Well, actually you can test even on an ordinary or metadata-only image
got by ntfsclone. If you think you found a problem and you have the
metadata-only image then we can investigate and fix the problem.
There are still some minor restriction during resizing but the chance to
hit them in real world usage is low. Ntfsresize will catch them anyway and
will prevent you to destory your data. Adding support for them depends on
user demand (usually 2-3 requests, willing to test the new code is enough).
Here are the left cases,
- NTFS with bad sectors isn't supported yet. This will be supported,
I actually even have the code but nobody needed it recently.

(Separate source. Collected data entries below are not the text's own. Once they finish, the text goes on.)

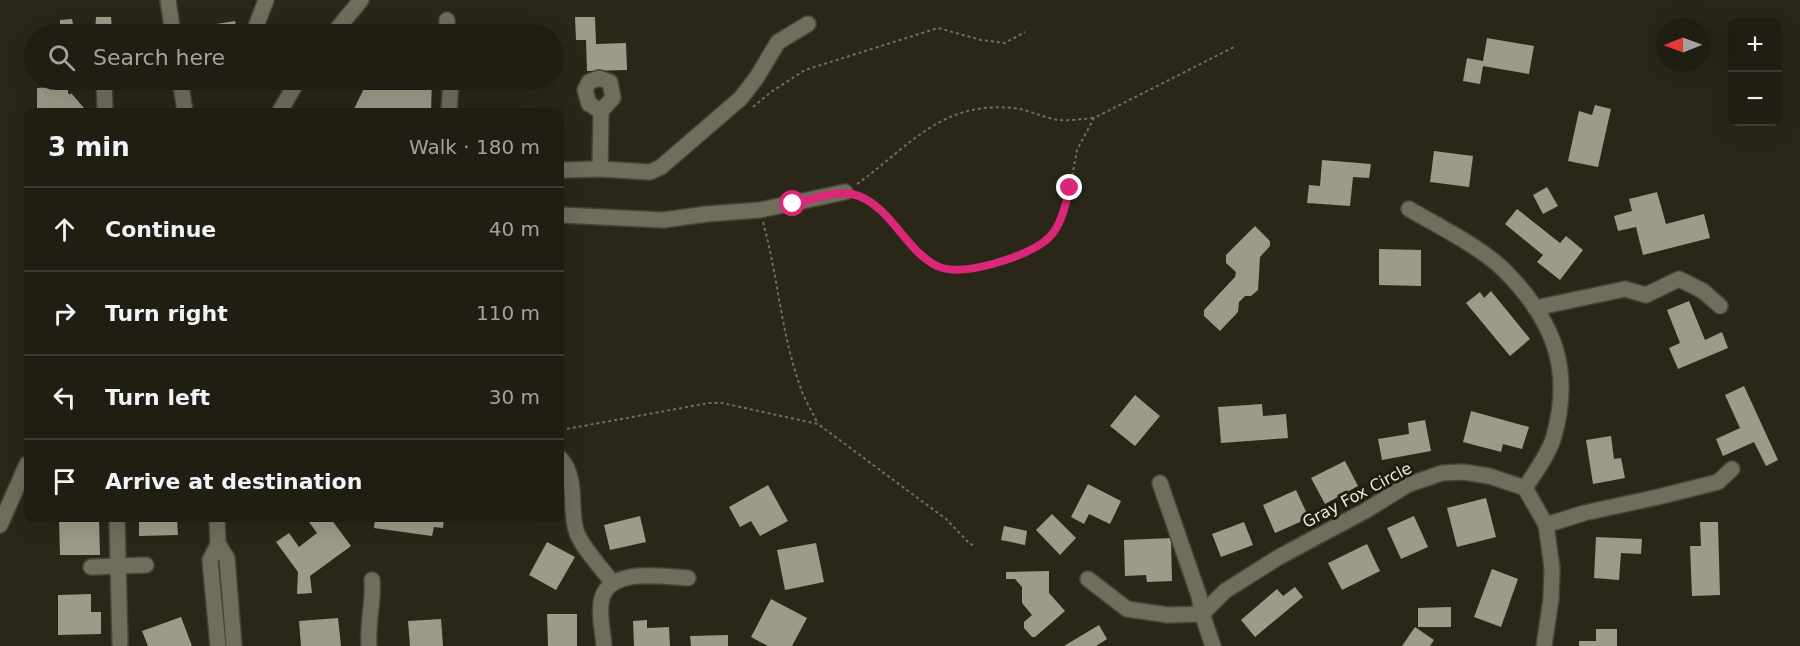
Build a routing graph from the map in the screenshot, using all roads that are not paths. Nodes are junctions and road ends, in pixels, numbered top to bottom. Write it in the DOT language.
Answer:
graph roads {
  1 [pos="168,0"];
  2 [pos="266,0"];
  3 [pos="361,0"];
  4 [pos="172,24"];
  5 [pos="257,24"];
  6 [pos="341,24"];
  7 [pos="808,24"];
  8 [pos="104,90"];
  9 [pos="182,90"];
  10 [pos="292,90"];
  11 [pos="450,90"];
  12 [pos="105,108"];
  13 [pos="185,108"];
  14 [pos="281,108"];
  15 [pos="449,108"];
  16 [pos="601,111"];
  17 [pos="600,169"];
  18 [pos="564,170"];
  19 [pos="845,192"];
  20 [pos="1409,209"];
  21 [pos="564,215"];
  22 [pos="1720,306"];
  23 [pos="1535,308"];
  24 [pos="564,462"];
  25 [pos="1732,469"];
  26 [pos="24,471"];
  27 [pos="1160,483"];
  28 [pos="1526,488"];
  29 [pos="117,522"];
  30 [pos="217,522"];
  31 [pos="0,525"];
  32 [pos="1546,525"];
  33 [pos="218,544"];
  34 [pos="146,565"];
  35 [pos="118,566"];
  36 [pos="91,567"];
  37 [pos="688,578"];
  38 [pos="1088,579"];
  39 [pos="372,580"];
  40 [pos="613,583"];
  41 [pos="1202,614"];
  42 [pos="120,643"];
  43 [pos="218,646"];
  44 [pos="234,646"];
  45 [pos="369,646"];
  46 [pos="604,646"];
  47 [pos="1213,646"];
  48 [pos="1544,646"];
  1 -- 4 [label="street"];
  2 -- 5 [label="street"];
  3 -- 6 [label="street"];
  7 -- 17 [label="street"];
  8 -- 12 [label="street"];
  9 -- 13 [label="street"];
  10 -- 14 [label="street"];
  11 -- 15 [label="street"];
  16 -- 17 [label="street"];
  17 -- 18 [label="street"];
  19 -- 21 [label="street"];
  20 -- 23 [label="street"];
  22 -- 23 [label="street"];
  23 -- 28 [label="street"];
  24 -- 40 [label="street"];
  25 -- 32 [label="street"];
  26 -- 31 [label="street"];
  27 -- 41 [label="street"];
  28 -- 32 [label="street"];
  28 -- 41 [label="street, Gray Fox Circle"];
  29 -- 35 [label="street"];
  30 -- 33 [label="street"];
  32 -- 48 [label="street"];
  33 -- 43 [label="street"];
  33 -- 44 [label="street"];
  34 -- 35 [label="street"];
  35 -- 36 [label="street"];
  35 -- 42 [label="street"];
  37 -- 40 [label="street"];
  38 -- 41 [label="street"];
  39 -- 45 [label="street"];
  40 -- 46 [label="street"];
  41 -- 47 [label="street"];
}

It seems
the need for this is much higher during the hot summers :)
- Extremely highly fragmented $MFT isn't supported yet. Technically
this means $MFT having attribute list attribute. Relatively rare but
they exist.
- Relocation of the first $MFT extent isn't supported yet. This
may manifest as a shrink limit around 3GB for big partitions, mostly
on XP.
- Usually the smallest shrunken size possible is around
<used space> + "10-200 MB"
even if ntfsresize says "You might resize at <used space>".
Note, the advice is not *could* but *might*. Just do --no-action test
runs and you can see what would happen. Depending on many factors the
above "10-200 MB" could be even higher than 200 MB. The maximum we've
ever seen was 800 MB. This will be improved later on.
Note, it's probably wise to leave some free space for Windows to
be able to safely boot. Usually <used space> + "50-100 MB" is
recommended. Anybody has some more exact data on this?
- Resizing in the middle of some metadata isn't supported yet. This
will be solved later on and for now ntfsresize advises the closest
size to the original one that will work.
Things that left to do are cleanups, adding support for the more rare,
still unsupported cases, make it robust, more internal consistency checks,
better error reporting for external tools, moving towards being in libntfs
(Parted integration) and you name it.